Sebagai perbandingan, survei di Inggris, AS, dan Australia menyatakan orang yang tidak berpengalaman pada urusan seks hanya 1 hingga 5% pada orang dewasa yang berusia sekitar 30%. Penelitian yang dipublikasikan di jurnal BMC Public Health menyebutkan, jumlah orang dewasa yang tidak berpengalaman secara seksual didasarkan pada data yang merepresentasikan secara nasional.

Pengalaman seksual didefinisikan sebagai hubungan seks antara pria dan wanita. Penelitian itu menggunakan data dari tujuh survei keperawanan yang dilaksanakan selama dekade. Penelitian itu fokus pada 17.7859 orang dewasa yang berusia 18–39 tahun.

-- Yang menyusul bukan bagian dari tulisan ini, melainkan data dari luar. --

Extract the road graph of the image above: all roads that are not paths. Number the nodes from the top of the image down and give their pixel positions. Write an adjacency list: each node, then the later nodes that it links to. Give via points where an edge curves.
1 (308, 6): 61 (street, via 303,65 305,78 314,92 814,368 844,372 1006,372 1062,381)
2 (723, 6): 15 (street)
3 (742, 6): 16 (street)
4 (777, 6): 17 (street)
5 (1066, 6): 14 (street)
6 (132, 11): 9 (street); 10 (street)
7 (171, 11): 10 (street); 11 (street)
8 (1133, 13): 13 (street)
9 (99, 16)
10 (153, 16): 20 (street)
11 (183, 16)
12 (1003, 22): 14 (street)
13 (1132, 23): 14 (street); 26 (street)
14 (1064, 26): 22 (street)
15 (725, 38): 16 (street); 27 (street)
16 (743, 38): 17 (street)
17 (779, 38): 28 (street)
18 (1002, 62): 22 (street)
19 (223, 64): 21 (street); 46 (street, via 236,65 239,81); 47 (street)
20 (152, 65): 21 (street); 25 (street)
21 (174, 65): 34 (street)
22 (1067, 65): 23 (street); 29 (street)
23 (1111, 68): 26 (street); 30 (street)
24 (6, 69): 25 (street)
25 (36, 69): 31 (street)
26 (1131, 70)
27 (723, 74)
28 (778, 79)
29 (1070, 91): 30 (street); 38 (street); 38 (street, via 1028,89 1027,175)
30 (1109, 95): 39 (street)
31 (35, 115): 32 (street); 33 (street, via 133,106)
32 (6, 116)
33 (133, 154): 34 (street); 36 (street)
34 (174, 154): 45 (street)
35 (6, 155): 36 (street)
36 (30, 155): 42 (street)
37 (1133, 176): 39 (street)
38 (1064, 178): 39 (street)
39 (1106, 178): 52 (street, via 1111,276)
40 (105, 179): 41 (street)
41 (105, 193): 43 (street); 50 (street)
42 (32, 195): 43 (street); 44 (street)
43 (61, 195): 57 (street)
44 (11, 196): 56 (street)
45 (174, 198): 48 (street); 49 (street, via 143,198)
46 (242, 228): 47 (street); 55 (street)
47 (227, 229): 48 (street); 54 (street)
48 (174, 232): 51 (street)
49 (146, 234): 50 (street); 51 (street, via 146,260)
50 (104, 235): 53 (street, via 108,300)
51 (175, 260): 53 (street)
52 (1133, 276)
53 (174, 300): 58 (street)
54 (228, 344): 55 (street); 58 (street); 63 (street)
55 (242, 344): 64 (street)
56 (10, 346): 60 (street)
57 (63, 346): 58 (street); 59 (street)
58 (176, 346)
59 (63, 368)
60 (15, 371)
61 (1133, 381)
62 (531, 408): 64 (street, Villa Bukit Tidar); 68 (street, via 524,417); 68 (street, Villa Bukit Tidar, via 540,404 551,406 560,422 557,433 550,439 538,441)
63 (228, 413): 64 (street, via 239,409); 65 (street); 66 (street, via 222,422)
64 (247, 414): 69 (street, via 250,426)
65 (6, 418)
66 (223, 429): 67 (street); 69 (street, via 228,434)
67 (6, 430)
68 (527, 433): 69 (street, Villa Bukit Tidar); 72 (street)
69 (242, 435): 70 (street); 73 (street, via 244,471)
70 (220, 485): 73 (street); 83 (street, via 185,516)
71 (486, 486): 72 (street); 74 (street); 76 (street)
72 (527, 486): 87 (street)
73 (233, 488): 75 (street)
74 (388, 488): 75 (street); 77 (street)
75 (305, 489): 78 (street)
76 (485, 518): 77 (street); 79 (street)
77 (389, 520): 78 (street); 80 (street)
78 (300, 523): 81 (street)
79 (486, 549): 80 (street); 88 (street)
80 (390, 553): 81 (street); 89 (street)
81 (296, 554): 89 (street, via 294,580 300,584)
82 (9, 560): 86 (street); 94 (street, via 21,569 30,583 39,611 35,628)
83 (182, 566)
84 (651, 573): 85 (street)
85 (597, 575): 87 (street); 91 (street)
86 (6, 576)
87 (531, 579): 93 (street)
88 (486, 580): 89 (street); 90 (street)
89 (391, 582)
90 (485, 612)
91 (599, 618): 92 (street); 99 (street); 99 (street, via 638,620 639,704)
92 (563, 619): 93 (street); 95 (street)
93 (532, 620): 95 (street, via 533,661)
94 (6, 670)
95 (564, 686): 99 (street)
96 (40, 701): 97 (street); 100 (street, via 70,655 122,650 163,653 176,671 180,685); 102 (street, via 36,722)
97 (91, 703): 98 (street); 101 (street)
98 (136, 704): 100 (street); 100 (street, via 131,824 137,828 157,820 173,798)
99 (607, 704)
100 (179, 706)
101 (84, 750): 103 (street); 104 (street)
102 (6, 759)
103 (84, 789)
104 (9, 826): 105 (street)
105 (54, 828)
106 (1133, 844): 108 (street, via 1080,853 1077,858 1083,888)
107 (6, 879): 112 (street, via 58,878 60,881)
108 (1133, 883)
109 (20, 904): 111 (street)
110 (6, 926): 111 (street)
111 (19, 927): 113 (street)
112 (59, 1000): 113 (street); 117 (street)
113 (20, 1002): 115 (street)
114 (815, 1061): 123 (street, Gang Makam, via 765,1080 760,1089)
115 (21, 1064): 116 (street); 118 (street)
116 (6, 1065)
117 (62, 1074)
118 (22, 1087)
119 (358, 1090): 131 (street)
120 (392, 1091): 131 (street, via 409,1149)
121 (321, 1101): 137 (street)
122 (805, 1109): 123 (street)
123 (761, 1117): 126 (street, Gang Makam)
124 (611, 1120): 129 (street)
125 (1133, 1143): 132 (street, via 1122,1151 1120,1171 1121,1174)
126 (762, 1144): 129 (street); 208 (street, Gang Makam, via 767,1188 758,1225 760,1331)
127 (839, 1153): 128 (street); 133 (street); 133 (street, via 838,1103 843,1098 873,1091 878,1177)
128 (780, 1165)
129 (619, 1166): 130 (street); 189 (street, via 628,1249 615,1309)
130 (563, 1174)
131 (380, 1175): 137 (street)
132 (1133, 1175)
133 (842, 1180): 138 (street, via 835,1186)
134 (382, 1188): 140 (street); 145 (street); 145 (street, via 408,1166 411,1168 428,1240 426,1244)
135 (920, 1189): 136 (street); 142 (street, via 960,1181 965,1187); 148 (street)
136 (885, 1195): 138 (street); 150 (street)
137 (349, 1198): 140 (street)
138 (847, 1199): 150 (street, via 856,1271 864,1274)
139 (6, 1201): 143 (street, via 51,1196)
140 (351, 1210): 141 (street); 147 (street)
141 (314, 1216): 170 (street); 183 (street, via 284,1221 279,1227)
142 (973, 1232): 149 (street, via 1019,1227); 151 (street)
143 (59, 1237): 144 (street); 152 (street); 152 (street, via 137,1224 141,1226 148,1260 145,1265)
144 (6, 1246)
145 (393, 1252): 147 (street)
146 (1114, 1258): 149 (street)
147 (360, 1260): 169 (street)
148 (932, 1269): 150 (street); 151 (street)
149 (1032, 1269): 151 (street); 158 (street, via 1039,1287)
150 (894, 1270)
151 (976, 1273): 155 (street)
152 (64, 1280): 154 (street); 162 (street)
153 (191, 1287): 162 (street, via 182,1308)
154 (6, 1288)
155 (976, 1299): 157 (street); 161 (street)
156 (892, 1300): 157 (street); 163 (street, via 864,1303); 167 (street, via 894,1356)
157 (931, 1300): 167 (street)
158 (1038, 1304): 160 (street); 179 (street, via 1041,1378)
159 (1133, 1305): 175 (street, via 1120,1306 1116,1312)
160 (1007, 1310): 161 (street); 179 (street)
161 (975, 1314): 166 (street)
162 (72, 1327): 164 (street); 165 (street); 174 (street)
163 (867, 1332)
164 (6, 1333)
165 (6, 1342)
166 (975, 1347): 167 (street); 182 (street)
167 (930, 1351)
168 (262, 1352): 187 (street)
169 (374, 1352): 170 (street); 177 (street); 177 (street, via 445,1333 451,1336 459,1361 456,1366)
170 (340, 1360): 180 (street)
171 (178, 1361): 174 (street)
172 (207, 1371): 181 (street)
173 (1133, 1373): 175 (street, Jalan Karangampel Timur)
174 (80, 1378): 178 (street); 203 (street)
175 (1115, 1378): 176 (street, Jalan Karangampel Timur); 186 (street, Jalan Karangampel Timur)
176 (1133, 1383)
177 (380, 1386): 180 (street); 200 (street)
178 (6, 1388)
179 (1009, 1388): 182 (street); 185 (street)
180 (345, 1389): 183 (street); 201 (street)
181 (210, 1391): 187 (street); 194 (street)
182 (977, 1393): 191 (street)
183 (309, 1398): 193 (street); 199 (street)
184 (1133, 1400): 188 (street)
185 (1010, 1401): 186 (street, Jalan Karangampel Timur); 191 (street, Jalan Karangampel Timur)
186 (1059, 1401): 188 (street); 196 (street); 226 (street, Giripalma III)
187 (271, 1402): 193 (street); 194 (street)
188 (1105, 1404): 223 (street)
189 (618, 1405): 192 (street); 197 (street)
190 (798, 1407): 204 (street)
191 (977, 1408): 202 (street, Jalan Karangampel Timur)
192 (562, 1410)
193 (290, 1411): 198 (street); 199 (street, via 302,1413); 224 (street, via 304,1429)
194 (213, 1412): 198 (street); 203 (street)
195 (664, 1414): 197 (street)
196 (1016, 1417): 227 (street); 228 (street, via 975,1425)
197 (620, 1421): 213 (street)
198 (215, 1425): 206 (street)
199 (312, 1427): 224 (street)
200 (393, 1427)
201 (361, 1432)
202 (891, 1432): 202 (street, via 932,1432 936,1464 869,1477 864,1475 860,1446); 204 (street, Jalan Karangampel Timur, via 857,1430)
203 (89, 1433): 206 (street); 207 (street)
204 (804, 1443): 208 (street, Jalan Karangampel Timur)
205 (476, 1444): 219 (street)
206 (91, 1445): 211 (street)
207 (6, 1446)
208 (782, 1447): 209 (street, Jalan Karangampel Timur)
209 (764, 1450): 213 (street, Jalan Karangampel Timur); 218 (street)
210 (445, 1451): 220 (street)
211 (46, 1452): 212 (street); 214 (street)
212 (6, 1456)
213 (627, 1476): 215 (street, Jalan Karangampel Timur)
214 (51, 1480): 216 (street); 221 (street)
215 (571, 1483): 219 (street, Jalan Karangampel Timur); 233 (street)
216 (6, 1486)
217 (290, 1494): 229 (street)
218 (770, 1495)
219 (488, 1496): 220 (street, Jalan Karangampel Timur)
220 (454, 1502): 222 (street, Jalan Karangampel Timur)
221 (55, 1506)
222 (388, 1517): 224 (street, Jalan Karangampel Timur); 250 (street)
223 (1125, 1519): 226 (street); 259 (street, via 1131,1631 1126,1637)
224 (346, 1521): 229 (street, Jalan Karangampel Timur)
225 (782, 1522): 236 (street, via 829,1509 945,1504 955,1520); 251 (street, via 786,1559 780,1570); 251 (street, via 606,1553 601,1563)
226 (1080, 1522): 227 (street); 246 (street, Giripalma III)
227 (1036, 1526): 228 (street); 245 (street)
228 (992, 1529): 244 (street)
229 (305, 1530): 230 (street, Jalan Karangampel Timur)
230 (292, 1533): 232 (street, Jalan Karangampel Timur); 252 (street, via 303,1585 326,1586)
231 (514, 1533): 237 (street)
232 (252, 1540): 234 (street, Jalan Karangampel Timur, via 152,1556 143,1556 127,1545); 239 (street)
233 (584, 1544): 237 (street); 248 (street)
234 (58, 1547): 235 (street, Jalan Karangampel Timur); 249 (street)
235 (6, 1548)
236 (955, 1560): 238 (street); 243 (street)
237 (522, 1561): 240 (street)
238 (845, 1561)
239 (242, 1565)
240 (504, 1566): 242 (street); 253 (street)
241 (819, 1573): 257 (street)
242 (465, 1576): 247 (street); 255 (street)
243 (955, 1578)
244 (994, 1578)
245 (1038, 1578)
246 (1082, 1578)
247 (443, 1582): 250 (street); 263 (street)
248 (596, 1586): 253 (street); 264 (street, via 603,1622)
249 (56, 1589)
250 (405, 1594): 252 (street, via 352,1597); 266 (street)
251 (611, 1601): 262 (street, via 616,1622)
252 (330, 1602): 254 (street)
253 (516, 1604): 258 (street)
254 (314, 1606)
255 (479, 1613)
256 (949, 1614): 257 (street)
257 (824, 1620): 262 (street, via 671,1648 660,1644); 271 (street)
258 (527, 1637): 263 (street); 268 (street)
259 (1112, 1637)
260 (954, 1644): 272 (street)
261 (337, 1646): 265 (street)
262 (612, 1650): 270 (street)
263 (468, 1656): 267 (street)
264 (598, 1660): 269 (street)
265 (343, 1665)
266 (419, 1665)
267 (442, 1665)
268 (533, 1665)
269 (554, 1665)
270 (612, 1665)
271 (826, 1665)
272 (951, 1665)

"Laporan berita tentang tingkat keperawanan di kalangan remaja dewasa Jepang memang sangat sensasional dan bukan hanya bagi individu yang tidak pernah menikah," ujar Ueda. "Tidak aktif beraktivitas seks atau keperawanan seharusnya tidak boleh menjadi perhatian bagi semua orang," paparnya.

Laporan itu juga menyebutkan persentase pria yang masih perjaka dari kalangan berpendapatan rendah lebih tinggi dibandingkan perempuan yang masih perawan. “Diskusi mengarah pada dampak dan penyebab isu keperawanan menjadi sangat kompleks. Bagi lelaki, keperjakaan dikarenakan isu sosial dan ekonomi. Sederhananya, itu masalah uang,” ujar Cyrus Ghaznavi, pemimpin penelitian.

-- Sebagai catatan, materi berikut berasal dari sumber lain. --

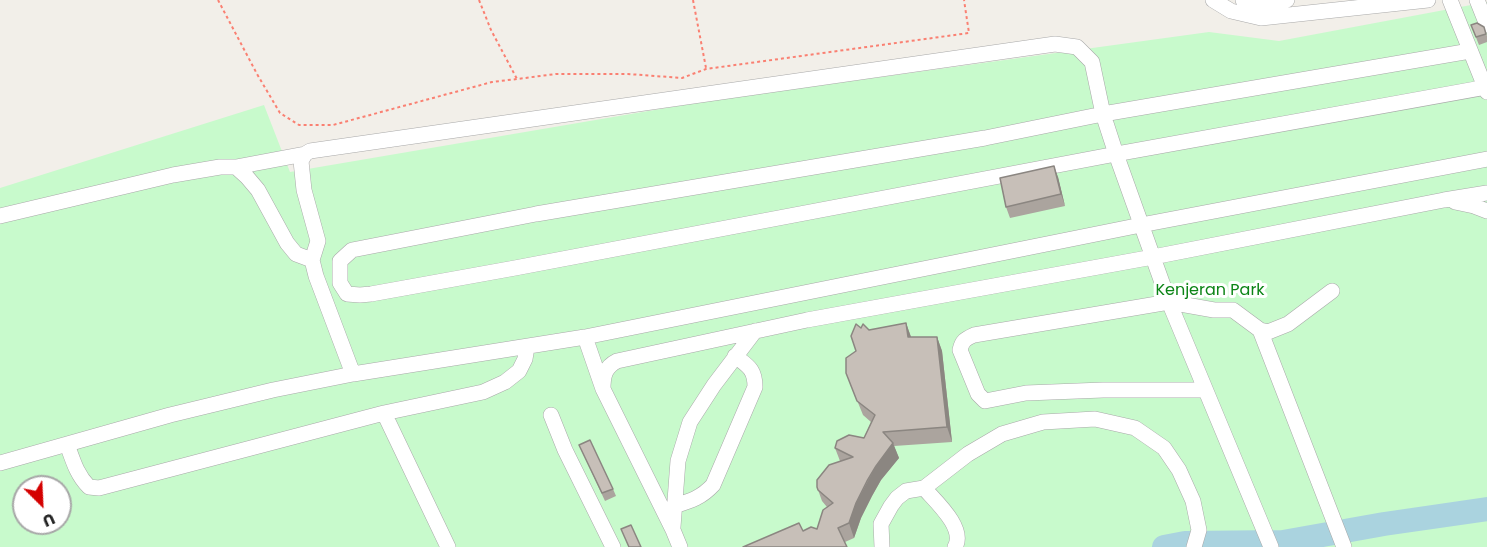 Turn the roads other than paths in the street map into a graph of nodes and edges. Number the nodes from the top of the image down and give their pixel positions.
1 (1213, 0) edge
2 (1243, 0) edge
3 (1287, 0) edge
4 (1428, 0) edge
5 (1450, 0) edge
6 (1477, 0) edge
7 (1487, 25) edge
8 (1470, 51) junction
9 (1486, 89) edge
10 (1103, 114) junction
11 (305, 154) junction
12 (1116, 154) junction
13 (1487, 159) edge
14 (236, 167) junction
15 (1487, 193) edge
16 (1444, 200) junction
17 (1487, 211) edge
18 (0, 216) edge
19 (1142, 225) junction
20 (1153, 257) junction
21 (312, 260) junction
22 (1332, 291) dead end
23 (1169, 302) junction
24 (1260, 330) junction
25 (755, 331) junction
26 (585, 337) junction
27 (527, 347) junction
28 (735, 356) junction
29 (353, 374) junction
30 (603, 389) junction
31 (1205, 390) junction
32 (384, 413) junction
33 (551, 414) dead end
34 (68, 444) junction
35 (0, 463) edge
36 (924, 488) junction
37 (674, 506) junction
38 (673, 530) junction
39 (1268, 541) edge
40 (448, 547) edge
41 (613, 547) edge
42 (680, 547) edge
43 (882, 547) edge
44 (955, 547) edge
45 (1194, 547) edge
46 (1344, 547) edge

1 - 4 street
2 - 3 street
5 - 8 street
6 - 7 street
8 - 9 street
8 - 10 street
9 - 12 street
10 - 11 street
10 - 12 street
10 - 12 street
11 - 14 street
11 - 21 street
12 - 19 street
13 - 19 street
14 - 18 street
14 - 21 street
15 - 16 street
16 - 17 street
16 - 20 street
19 - 20 street
19 - 26 street
20 - 23 street
20 - 25 street
21 - 29 street
22 - 24 street
23 - 24 street
23 - 31 street
23 - 31 street
24 - 46 street
25 - 28 street
25 - 30 street
26 - 27 street
26 - 30 street
27 - 29 street
27 - 32 street
28 - 37 street
28 - 37 street
29 - 34 street
30 - 38 street
31 - 39 street
32 - 34 street
32 - 40 street
33 - 41 street
34 - 35 street
36 - 43 street
36 - 44 street
36 - 45 street
37 - 38 street
38 - 42 street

Isu menurunnya tingkat kelahiran bayi menjadi hal penting di Jepang karena itu menyebabkan peningkatan populasi manula. Jepang dianggap sebagai bangsa “supertua” di mana lebih dari 20% populasinya berusia di atas 65 tahun. Hanya 946.060 bayi yang lahir pada 2017. Itu merupakan catatan terendah sejak 1899.

Penurunan kelahiran bayi berdampak pada peningkatan kebutuhan untuk perawatan kesehatan dan dana pensiunan. “Peningkatan kehidupan tanpa seks menjadi penyebab utama penurunan jumlah populasi di Jepang,” kata Kukhee Choo, profesor kajian media di Universitas Sophia di Tokyo, yang tidak terlibat dalam penelitian.

Beberapa tahun terakhir ini, pemerintahan lokal di Jepang meningkatkan upaya agar pasangan suami istri melakukan hubungan badan dikarenakan penurunan tingkat kesuburan. “Terdapat agenda nasional yang berpikir bahwa isu tersebut sangat penting,” ujarnya.

Apalagi, industri film porno Jepang yang bernilai miliaran dolar, tetapi menurut Choo, diskusi tentang hal porno dan seksualitas masih tabu. “Seks merupakan yang kotor dan korup di Jepang,” ujarnya. Dia mengungkapkan, banyak mahasiswanya tidak terbiasa menggunakan kata “penis” atau “vagina” untuk mengekspresikan ketertarikan mengenai seks.

Perilaku konservatif tentang seks juga tidak menjadi norma di Jepang. Buktinya, Jepang masih dipermalukan dengan kebiasaan seks bebas dan budak seks pada sejarah Perang Dunia II. Nilai-nilai kebebasan dalam kehidupan seks dari Barat juga tidak berlaku secara masif di Jepang. Namun, nilai kebebasan memang diadopsi pada sebagian warga Jepang.

Ekonomi, Pornografi, dan Seks Alternatif?


Keperawanan dan keperjakaan di Jepang juga berkaitan dengan pertumbuhan ekonomi di negara tersebut. Jepang mengalami “keajaiban ekonomi” sejak akhir 1940-an hingga 1980-an di mana Jepang menjadi negara ekonomi terhebat kedua setelah AS. Jumlah pekerja kerah putih pun meningkat drastis.

Orang Jepang yang identik dengan pekerja keras dan mereka terbiasa bekerja dalam jam kerja yang panjang. Apalagi, banyak perusahaan Jepang memberikan fasilitas kepada para pekerjanya berupa gaji yang tinggi dan fasilitas yang menyenangkan. Akibatnya, banyak pria terjebak dengan ide maskulinitas menjadi pekerja keras.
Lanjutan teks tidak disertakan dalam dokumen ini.